Most of us have probably had the experience of watching a movie or TV show, or reading a book, and forgetting that we are doing so. We become absorbed into the fiction, and the outside world drops away. You no longer sense the person sitting next to you in the theater. You no longer notice you are turning pages. That the real world exists is forgotten for the moment. That, in a nutshell, is immersion. Immersion is sought in RPGs for the same reason it is sought in movies, TV, theater, and books.
This is a good description, similar to what I was trying to elucidate in the OP. And I'd say that most of us have had an experience like that, at some point, in our RPG play "careers."
But in my experience, it's tenuous and fleeting. The very few times it happened, I remember thinking that it was an interesting, enjoyable feeling, but I couldn't pinpoint what it was that would have led to that moment.
Interestingly, the strongest, most vivid "immersive" experience I had was playing a system I strongly dislike (GURPS). And if I can remember it correctly, it seemed to be strongly tied to a scene where the GM and I mostly ignored the rules, or at least the rules weren't a factor in the play out of the scene.
Now, in RPGs, we are usually talking about a subset of that kind of immersion - immersion in the first-person experience of a single character. But the reason that experience is important to some is still the same.
And this is where it starts to get interesting. Because after my recent experiences with Ironsworn, I'm no longer convinced that first person / single character perspective is a requirement for "immersion." Two sessions ago there was a dramatic moment where I can't recall being as "immersed" / in the moment / in suspense as a GM, ever. I was completely enthralled with the drama playing out in front of me, and I had almost zero final authorial say in the outcome. I wasn't "immersed" in the view of a single character, I was immersed in the scene as a whole.

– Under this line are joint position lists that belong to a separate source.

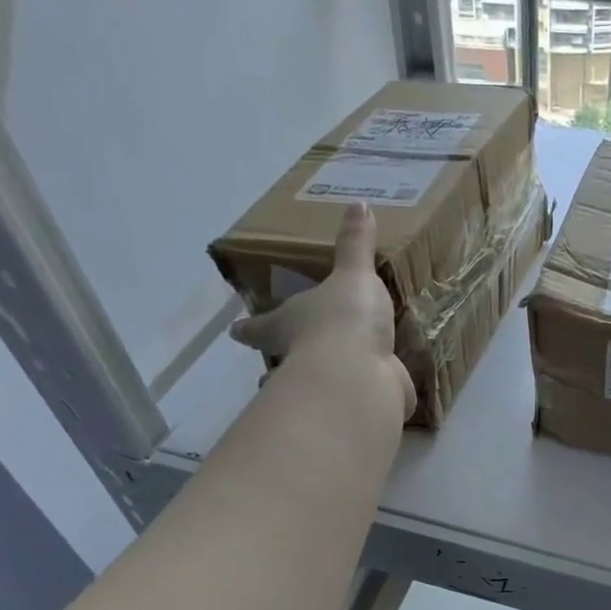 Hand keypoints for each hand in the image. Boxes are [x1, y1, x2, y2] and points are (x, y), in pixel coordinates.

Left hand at [229, 203, 415, 421]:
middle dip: (281, 360)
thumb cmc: (344, 319)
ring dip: (315, 383)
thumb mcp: (353, 274)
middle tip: (283, 357)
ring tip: (326, 379)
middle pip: (281, 360)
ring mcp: (326, 387)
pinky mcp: (357, 405)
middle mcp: (298, 359)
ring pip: (312, 385)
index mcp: (287, 324)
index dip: (247, 328)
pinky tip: (376, 392)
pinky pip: (358, 398)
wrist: (361, 375)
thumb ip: (356, 246)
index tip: (234, 331)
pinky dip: (364, 396)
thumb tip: (359, 203)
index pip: (258, 326)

Mind you, I think the assertion that you cannot be role playing while using dissociative/non-diagetic mechanics is like saying an actor cannot actually be feeling emotions while remembering their blocking, where the camera/audience is and adjusting to suit, or recalling their lines. I can accept that maintaining immersion in the role can be harder when your mechanics are outside the fiction, but it is not impossible. Humans aren't great at multitasking, but we can sometimes achieve it to some degree.
And the whole "association" thing goes back to the idea that "immersion" is best realized when you can only "see the world" / interact with the world / interpret the world as your character. I think this is much of what I'm trying to get at with this thread --- how, when, and why did this particular conceit become accepted as
the mode of play that leads to that fleeting sense of immersion?
Because without that particular conceit, the entire dissociated mechanics argument falls apart. If immersion can take place outside and beyond the confines of "playing only through my character," then the need to assert the primacy of "associative" mechanics falls apart.
In retrospect, though the concept of "associative" mechanics is tautologically correct ("decision points taken by the player correlate to decision points made by the character), as I review the last decade of my RPG play, I don't ever really recall my group having "immersion" as a goal of play. Enagement? Absolutely. Of paramount importance. The action, the dice, the drama / stakes of a particular scene, the hijinx and laughs . . . all of that.
But immersion? Hmmmm . . . not so much. And I'm sure there's some D&D purist that would claim that 8 years of playing Savage Worlds has blinded me to SW's "dissociations," such that of course immersion was impossible! "Don't you know how dissociative Savage Worlds is? Of course there was no immersion!"
But if the goal is to really experience that "slipping away of the real world into the imagined," how does mechanical "association" and "only acting through my character" really accomplish that?
Because when I look at the strongest time I was "immersed" while playing GURPS, it seemed to have more to do with the GM allowing me to
advocate for my character and
accept my improv'd propositions as truth.
Now, I will say, for that particular game, I had probably the most strongly-realized character I've ever played. For all of its fault in resolution, one of GURPS' great strengths is how very strongly realized its characters are. The granularity and minute detail that go into a character build create very strong "building blocks" for knowing who your character is. My immersion was aided by the fact that I could easily slip in and out of "actor" stance without losing the thread of my character's motivations. I could quickly survey a scene in "author" stance, and know how my character in abstract would respond.
So I don't think "immersion" is achieved just through "playing through the eyes of the character." Playing through the eyes of a weakly-realized, rootless-vagabond-murderhobo isn't immersive in any way.
And thinking it through now, the immersion achieved in Ironsworn was greatly faciliated in a similar way---all of the characters are strongly realized through simple, but effective "fictional positioning" effects.